• Stars
    star
    185
  • Rank 208,271 (Top 5 %)
  • Language
    C++
  • License
    MIT License
  • Created almost 7 years ago
  • Updated over 1 year ago

Reviews

There are no reviews yet. Be the first to send feedback to the community and the maintainers!

Repository Details

A micro microbenchmarking library for C++11 in a single header file

picobench

Language Standard License

Test

picobench is a tiny (micro) microbenchmarking library in a single header file.

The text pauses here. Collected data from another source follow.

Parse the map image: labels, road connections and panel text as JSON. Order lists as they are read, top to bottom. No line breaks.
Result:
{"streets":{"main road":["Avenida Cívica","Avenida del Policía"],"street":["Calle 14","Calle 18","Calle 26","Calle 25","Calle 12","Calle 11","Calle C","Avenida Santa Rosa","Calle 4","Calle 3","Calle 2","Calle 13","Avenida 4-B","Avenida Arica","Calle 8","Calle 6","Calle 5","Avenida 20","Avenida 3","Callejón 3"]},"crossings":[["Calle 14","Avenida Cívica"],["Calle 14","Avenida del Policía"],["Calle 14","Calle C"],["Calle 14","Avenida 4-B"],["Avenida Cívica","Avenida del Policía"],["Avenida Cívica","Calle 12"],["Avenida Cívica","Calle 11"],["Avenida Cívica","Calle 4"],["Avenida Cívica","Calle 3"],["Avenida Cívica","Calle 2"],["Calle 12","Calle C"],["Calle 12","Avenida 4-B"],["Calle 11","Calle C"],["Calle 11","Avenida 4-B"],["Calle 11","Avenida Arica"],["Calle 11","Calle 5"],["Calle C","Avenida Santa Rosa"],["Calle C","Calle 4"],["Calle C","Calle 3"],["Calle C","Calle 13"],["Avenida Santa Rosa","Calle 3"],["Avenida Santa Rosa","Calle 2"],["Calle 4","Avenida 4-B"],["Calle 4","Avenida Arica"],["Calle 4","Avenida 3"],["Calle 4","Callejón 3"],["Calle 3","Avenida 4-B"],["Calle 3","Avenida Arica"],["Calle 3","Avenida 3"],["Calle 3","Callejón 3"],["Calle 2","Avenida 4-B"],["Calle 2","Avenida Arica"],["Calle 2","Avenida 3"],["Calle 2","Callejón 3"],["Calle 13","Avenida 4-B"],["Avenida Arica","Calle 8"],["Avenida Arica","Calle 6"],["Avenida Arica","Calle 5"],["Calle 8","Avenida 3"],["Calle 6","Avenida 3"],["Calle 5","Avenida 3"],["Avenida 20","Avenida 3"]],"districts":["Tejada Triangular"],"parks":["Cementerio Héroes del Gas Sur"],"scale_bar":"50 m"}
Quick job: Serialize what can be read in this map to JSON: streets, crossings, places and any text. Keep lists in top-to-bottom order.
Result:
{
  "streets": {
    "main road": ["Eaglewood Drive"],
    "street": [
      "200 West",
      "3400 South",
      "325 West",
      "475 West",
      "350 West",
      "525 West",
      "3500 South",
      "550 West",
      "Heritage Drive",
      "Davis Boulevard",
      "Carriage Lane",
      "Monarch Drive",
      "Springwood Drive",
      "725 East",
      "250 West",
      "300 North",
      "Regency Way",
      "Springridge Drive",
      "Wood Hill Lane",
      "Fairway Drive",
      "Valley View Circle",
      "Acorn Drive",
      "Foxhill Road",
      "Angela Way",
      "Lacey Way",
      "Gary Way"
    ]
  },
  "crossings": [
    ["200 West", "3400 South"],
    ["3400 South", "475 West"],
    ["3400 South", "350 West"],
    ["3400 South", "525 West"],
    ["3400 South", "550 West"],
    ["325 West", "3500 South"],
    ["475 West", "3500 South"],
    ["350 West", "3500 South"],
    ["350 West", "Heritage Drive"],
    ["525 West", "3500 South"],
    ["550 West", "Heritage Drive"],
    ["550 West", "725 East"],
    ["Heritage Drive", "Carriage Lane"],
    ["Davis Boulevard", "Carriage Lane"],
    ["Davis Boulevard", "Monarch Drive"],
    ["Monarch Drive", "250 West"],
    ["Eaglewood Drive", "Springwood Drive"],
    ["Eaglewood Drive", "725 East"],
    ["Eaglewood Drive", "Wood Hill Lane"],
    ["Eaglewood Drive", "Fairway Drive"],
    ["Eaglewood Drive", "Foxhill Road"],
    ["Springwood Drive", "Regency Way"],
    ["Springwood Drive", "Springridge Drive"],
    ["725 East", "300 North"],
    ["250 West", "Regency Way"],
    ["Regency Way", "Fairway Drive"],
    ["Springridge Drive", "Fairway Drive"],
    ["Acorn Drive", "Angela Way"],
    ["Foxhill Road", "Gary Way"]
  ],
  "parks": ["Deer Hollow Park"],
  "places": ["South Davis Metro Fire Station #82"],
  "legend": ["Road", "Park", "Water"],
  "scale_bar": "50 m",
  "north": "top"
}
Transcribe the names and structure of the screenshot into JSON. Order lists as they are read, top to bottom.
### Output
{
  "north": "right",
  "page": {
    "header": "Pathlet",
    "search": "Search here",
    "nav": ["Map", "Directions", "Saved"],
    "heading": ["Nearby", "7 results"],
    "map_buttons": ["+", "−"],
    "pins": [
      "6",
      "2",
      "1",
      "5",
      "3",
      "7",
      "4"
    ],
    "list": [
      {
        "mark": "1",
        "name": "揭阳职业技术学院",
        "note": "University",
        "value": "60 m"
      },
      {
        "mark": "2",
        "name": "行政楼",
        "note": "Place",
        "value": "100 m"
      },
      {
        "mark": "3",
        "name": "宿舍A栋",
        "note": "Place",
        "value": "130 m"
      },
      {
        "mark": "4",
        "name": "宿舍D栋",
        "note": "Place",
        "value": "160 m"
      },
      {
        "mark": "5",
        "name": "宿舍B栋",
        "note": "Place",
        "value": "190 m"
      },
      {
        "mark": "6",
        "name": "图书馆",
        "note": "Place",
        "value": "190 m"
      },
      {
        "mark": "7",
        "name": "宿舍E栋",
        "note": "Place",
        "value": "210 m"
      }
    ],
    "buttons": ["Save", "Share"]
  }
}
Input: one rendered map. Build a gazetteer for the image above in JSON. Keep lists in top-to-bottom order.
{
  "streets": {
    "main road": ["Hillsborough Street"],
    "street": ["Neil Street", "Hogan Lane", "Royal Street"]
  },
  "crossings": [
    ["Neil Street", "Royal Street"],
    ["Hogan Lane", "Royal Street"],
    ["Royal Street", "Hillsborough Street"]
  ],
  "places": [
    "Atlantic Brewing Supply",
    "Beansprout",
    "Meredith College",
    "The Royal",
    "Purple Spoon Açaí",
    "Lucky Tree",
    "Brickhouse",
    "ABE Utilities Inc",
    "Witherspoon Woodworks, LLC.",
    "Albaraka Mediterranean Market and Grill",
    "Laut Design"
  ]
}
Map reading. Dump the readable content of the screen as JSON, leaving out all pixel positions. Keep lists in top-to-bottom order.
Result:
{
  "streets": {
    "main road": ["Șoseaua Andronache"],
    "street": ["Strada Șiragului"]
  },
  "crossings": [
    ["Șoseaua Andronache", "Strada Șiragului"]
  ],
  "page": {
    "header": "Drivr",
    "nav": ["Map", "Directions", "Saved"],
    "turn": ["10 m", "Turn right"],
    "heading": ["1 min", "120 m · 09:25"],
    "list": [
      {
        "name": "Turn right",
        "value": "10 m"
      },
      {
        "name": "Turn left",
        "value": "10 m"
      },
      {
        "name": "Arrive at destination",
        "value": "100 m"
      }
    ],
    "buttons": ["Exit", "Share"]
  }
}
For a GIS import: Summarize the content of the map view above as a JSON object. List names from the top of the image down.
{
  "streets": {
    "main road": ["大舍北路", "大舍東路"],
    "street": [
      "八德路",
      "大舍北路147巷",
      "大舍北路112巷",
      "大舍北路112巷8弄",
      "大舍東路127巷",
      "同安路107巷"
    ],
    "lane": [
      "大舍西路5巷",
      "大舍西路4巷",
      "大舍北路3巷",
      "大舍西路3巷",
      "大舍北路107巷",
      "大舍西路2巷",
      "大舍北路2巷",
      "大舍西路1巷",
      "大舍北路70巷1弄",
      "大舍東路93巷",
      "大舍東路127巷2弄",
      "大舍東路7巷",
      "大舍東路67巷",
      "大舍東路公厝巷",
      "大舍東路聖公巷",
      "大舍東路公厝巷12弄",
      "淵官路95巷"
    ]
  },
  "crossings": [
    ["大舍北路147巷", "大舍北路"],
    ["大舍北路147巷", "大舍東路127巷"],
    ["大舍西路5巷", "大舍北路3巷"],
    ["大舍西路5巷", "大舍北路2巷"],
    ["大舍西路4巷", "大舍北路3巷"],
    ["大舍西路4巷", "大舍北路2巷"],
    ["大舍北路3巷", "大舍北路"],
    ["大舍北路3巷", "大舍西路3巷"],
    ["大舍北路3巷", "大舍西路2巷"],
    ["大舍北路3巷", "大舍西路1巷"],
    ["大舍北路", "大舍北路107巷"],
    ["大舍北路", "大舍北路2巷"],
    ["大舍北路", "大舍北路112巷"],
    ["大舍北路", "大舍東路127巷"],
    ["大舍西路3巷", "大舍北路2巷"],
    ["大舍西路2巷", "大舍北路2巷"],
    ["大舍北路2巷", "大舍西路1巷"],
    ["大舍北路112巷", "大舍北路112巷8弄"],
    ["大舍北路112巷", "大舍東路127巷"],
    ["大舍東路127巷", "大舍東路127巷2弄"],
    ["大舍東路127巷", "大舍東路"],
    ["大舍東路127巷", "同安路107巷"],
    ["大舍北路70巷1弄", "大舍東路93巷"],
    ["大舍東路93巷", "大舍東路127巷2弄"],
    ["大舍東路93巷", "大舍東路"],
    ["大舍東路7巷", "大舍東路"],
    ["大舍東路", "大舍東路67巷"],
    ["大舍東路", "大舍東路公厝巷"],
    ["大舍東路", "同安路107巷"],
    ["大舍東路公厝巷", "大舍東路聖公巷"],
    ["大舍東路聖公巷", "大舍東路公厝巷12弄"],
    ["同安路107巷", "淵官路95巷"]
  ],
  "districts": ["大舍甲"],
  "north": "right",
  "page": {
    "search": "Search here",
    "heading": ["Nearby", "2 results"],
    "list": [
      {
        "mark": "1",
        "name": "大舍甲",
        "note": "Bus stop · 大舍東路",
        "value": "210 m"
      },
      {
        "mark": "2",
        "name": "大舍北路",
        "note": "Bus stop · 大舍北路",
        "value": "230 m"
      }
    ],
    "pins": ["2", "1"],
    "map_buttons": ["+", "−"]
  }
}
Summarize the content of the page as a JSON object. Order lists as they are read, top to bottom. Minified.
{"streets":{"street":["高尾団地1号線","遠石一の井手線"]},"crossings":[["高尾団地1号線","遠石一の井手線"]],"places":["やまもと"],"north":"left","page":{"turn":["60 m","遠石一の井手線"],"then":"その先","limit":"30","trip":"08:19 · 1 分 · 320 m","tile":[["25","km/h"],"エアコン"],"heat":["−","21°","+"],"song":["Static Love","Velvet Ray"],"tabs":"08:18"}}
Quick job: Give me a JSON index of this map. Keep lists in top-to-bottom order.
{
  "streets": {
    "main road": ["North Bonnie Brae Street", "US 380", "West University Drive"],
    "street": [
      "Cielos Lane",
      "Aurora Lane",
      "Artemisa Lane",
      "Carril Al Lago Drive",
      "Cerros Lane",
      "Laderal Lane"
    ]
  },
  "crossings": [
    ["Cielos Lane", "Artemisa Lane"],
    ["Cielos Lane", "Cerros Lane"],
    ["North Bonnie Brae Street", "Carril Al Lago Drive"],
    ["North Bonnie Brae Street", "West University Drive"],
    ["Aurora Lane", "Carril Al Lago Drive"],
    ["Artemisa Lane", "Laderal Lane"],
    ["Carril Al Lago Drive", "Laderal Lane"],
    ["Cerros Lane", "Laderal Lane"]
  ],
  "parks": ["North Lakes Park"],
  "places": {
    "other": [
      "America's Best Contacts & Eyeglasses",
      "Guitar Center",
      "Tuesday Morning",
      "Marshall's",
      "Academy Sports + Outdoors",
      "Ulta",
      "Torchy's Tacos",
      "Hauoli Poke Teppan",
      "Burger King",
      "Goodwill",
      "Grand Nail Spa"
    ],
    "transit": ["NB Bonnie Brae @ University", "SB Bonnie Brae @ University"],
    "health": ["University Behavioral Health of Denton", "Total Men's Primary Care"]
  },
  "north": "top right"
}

It's designed to be easy to use and integrate and fast to compile while covering the most common features of a microbenchmarking library.

Example usage

Here's the complete code of a microbenchmark which compares adding elements to a std::vector with and without using reserve:

#define PICOBENCH_IMPLEMENT_WITH_MAIN
#include "picobench/picobench.hpp"

#include <vector>
#include <cstdlib> // for rand

// Benchmarking function written by the user:
static void rand_vector(picobench::state& s)
{
    std::vector<int> v;
    for (auto _ : s)
    {
        v.push_back(rand());
    }
}
PICOBENCH(rand_vector); // Register the above function with picobench

// Another benchmarking function:
static void rand_vector_reserve(picobench::state& s)
{
    std::vector<int> v;
    v.reserve(s.iterations());
    for (auto _ : s)
    {
        v.push_back(rand());
    }
}
PICOBENCH(rand_vector_reserve);

The output of this benchmark might look like this:

===============================================================================
    Name (* = baseline)   |   Dim   |  Total ms |  ns/op  |Baseline| Ops/second
===============================================================================
            rand_vector * |       8 |     0.001 |     167 |      - |  5974607.9
      rand_vector_reserve |       8 |     0.000 |      55 |  0.329 | 18181818.1
            rand_vector * |      64 |     0.004 |      69 |      - | 14343343.8
      rand_vector_reserve |      64 |     0.002 |      27 |  0.400 | 35854341.7
            rand_vector * |     512 |     0.017 |      33 |      - | 30192239.7
      rand_vector_reserve |     512 |     0.012 |      23 |  0.710 | 42496679.9
            rand_vector * |    4096 |     0.181 |      44 |      - | 22607850.9
      rand_vector_reserve |    4096 |     0.095 |      23 |  0.527 | 42891848.9
            rand_vector * |    8196 |     0.266 |      32 |      - | 30868196.3
      rand_vector_reserve |    8196 |     0.207 |      25 |  0.778 | 39668749.5
===============================================================================

...which tells us that we see a noticeable performance gain when we use reserve but the effect gets less prominent for bigger numbers of elements inserted.

Documentation

To use picobench, you need to include picobench.hpp by either copying it inside your project or adding this repo as a submodule to yours.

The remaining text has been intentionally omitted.